[Collected data entries]
-*-*-
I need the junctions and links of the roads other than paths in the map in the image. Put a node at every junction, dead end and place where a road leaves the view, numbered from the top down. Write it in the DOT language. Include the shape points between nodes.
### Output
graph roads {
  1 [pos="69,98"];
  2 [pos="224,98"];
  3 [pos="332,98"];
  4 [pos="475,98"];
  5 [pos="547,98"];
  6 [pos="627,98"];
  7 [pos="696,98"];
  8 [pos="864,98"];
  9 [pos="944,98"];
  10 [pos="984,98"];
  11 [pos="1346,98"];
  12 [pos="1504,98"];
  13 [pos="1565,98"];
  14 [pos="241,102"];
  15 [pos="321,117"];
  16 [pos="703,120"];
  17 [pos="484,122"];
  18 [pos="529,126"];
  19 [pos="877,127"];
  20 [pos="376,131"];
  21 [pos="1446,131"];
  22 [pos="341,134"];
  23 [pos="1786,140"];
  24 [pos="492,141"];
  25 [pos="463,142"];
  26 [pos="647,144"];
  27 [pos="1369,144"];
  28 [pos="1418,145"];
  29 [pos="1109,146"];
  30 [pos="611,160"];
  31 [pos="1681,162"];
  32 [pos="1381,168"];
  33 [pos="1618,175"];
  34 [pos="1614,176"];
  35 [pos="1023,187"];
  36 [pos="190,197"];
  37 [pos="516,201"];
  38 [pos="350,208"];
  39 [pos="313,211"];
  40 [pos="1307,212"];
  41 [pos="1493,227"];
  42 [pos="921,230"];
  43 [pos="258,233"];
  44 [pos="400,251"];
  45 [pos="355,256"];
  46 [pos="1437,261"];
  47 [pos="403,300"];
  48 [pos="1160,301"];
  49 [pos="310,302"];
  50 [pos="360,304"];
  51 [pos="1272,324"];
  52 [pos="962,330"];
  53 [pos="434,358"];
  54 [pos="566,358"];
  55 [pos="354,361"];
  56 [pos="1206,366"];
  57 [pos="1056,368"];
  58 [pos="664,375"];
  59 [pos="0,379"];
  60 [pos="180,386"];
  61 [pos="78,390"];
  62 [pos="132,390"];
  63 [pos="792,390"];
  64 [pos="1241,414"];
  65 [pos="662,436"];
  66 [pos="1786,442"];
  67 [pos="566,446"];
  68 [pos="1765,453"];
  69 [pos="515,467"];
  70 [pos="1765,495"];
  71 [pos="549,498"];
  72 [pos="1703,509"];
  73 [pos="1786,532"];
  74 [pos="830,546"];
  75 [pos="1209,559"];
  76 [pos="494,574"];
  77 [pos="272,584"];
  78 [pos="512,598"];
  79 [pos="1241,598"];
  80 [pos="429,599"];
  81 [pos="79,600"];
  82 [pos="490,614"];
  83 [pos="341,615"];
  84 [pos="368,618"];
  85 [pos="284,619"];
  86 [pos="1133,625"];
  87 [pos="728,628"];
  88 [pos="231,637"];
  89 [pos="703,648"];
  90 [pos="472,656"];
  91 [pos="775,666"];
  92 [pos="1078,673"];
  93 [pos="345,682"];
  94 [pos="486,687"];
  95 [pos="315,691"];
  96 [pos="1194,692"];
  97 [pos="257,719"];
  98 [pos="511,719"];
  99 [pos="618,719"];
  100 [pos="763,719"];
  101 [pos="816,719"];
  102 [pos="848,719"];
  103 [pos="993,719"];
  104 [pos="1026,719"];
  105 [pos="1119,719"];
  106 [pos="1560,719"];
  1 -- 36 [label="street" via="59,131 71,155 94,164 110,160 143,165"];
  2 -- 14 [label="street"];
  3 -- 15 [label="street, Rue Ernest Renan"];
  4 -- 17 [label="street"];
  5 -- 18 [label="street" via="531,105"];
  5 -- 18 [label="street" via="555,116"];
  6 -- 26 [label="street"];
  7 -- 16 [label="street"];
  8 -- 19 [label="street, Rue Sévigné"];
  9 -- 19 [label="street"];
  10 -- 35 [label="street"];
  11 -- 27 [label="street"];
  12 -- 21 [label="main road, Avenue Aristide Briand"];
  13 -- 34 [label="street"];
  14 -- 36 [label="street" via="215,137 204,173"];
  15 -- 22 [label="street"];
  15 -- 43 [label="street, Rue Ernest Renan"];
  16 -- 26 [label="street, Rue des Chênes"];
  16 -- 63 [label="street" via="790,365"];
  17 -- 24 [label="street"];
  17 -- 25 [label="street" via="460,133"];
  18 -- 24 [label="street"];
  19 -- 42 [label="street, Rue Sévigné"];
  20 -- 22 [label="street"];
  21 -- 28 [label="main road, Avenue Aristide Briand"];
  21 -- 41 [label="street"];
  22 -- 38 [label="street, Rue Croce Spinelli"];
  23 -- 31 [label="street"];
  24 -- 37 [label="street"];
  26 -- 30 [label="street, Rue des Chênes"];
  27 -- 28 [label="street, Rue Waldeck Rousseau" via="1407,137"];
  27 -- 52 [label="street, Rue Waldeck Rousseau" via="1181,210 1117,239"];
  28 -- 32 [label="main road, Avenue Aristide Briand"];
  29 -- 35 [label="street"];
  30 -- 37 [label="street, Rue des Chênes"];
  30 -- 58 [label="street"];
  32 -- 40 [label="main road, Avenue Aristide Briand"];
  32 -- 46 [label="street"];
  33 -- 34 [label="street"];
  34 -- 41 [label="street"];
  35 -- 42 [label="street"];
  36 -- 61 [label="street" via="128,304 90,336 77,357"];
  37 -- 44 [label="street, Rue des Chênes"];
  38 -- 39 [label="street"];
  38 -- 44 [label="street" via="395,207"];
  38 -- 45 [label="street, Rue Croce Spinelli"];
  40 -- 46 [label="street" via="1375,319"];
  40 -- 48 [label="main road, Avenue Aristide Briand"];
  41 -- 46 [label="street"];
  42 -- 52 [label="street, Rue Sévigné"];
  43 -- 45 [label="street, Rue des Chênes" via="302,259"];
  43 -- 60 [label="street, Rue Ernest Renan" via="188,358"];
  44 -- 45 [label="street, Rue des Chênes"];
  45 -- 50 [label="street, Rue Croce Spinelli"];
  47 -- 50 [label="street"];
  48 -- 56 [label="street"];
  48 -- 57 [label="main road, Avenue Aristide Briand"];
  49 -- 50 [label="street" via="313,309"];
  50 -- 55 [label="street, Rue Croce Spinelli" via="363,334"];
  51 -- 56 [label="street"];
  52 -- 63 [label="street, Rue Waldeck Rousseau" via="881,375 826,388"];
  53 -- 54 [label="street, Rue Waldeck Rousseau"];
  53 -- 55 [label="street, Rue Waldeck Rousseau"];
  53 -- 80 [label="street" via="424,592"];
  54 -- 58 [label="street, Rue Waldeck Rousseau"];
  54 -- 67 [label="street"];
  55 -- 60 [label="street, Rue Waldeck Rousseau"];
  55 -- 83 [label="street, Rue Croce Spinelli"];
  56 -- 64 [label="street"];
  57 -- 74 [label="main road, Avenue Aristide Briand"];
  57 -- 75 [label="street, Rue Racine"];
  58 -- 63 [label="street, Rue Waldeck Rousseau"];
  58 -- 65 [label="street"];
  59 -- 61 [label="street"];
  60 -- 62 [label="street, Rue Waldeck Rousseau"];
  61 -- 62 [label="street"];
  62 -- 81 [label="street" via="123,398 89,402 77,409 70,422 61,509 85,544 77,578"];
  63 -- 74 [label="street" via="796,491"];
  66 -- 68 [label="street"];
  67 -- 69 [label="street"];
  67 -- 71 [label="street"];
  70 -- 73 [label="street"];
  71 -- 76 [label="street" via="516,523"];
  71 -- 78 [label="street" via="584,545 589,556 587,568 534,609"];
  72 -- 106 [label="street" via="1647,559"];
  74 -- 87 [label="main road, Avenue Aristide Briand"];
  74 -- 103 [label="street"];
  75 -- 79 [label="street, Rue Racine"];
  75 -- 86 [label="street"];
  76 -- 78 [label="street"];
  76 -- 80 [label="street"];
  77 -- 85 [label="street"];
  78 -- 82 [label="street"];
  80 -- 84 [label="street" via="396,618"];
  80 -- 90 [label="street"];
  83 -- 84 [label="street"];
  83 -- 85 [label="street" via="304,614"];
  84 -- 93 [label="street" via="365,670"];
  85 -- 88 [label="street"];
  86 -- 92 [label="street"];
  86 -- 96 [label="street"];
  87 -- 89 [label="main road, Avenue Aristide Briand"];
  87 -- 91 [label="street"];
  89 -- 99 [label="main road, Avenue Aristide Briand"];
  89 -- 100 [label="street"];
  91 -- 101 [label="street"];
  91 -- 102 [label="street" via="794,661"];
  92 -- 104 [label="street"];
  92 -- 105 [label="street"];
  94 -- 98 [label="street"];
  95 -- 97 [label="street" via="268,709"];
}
-*-*-
▶ Try it
Look over the entries above. Copy every line that contains the word "Croce".

▶ Result for this task
  22 -- 38 [label="street, Rue Croce Spinelli"];
  38 -- 45 [label="street, Rue Croce Spinelli"];
  45 -- 50 [label="street, Rue Croce Spinelli"];
  50 -- 55 [label="street, Rue Croce Spinelli" via="363,334"];
  55 -- 83 [label="street, Rue Croce Spinelli"];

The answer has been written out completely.